The rise of the Kindle, Nook, Sony Reader, and the iPhone have fueled a revolution in publishing. More and more readers want to download their books in electronic formats. This brings up several issues for writers. First is the fear that ebooks will replace print books, and brick-and-mortar stores will become a thing of the past. How many people buy music CDs these days? Even libraries are involved in digital lending. About 5400 public libraries today offer e-books and digitally downloaded audio books. NetLibrary, a provider of e-books to libraries, has seen circulation rise 21% this year. I’m not saying books will disappear altogether; they’ll just change format. This affects income for writers since ebooks may sell at a lower price point than print editions. It involves issues of piracy as well as reversion of rights clauses.
E-rights are very important in publishing contracts these days, even for traditionally published authors. Many regular publishers are jumping on the bandwagon and putting out electronic versions of their print published works. Then there are ebook only publishers. Harlequin started Carina Press, a purely e-book venture. Those of us in the writing community have known about Samhain, The Wild Rose Press, Loose ID, and many other ebook pubs, for several years. But herein lies another problem: publisher recognition.
According to the standards of professional writing organizations, some of these publishers do not meet their criteria and are therefore not approved, meaning their authors are not eligible for published author status. This has been a growing point of contention among authors and a thorny issue. The well known ebook pubs have a selective policy and editors scour through manuscripts just like a traditional pub. Editing services are included so an author goes through a similar process as for a print pub. But certain qualifications demanded by professional organizations render these authors little better than self-pubs in status. For example, one writing org requires for recognition that a publisher pays an advance of at least $1000. This lets out many of the ebook pubs who offer no advance, just a royalty rate. Others may offer a small token advance . Some e-book publishers will offer the book as a POD (print-on-demand) as well, either simultaneously with electronic publication or later after certain sales quotas are met. But the profession organizations also demand that an approved publisher must have a print run and distribution of 1000 copies or more of each title they produce. This model doesn’t work for POD presses. How this will play out in the industry remains to be seen. Eventually, the professional writing organizations may have to rethink their definitions of acceptable publishers in lieu of the e-book explosion.

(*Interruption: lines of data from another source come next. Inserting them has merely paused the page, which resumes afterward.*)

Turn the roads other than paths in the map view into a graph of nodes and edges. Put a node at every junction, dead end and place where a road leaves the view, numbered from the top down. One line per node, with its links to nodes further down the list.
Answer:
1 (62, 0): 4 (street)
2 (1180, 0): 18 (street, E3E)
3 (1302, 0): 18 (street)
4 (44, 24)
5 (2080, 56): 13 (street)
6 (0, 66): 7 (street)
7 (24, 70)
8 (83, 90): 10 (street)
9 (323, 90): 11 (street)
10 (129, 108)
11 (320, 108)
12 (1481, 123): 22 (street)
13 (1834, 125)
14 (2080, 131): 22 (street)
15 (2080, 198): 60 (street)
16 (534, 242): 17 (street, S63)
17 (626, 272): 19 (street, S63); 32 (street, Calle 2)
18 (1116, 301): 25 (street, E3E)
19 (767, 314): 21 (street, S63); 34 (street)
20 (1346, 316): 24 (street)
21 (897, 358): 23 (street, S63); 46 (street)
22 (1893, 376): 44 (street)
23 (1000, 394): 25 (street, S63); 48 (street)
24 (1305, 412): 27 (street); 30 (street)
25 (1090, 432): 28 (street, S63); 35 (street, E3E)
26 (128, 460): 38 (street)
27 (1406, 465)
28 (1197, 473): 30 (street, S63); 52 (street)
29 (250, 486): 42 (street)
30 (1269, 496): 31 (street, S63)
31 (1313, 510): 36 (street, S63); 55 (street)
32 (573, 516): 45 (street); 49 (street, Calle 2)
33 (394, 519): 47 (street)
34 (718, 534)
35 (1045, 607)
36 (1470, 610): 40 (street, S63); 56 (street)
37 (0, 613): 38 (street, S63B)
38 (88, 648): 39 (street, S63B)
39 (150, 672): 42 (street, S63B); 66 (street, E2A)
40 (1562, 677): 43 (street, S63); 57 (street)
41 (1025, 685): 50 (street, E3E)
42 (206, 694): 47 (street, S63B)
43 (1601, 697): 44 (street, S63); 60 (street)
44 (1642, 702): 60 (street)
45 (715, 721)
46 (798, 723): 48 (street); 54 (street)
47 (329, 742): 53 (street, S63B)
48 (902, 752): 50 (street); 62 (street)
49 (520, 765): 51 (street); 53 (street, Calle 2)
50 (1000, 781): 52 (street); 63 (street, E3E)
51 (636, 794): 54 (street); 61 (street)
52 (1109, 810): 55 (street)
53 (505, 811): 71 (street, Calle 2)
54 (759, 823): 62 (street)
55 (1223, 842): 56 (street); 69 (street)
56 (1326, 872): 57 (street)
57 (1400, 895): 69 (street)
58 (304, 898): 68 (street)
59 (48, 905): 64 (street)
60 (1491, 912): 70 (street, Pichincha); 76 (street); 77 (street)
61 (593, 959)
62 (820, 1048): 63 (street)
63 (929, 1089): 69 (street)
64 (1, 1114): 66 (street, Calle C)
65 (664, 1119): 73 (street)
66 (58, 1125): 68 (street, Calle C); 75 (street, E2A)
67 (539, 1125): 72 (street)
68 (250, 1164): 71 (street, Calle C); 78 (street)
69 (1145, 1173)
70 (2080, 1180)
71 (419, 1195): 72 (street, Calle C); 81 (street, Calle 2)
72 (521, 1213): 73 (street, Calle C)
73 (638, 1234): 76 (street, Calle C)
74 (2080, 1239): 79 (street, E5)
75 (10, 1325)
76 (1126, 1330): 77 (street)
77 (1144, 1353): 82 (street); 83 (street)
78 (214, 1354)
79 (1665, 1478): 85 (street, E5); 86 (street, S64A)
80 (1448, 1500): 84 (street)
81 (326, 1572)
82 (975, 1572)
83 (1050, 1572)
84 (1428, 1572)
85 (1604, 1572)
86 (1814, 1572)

Royalty rates are another problem. For books that don’t have to be printed and stockpiled in warehouses, authors should be able to earn a higher royalty rate. For this reason, authors should carefully compare ebook publishing houses and e-rights clauses to know their options.
Some of these books may appear on bookstore shelves, but for the most part, readers have to order them online. Writers have to step up their Internet promotion and learn how to deal with booksellers who won’t work with ebooks or POD. But one thing is sure: writers who want to get their work in front of as many readers as possible will want their novel available in as a downloadable ebook.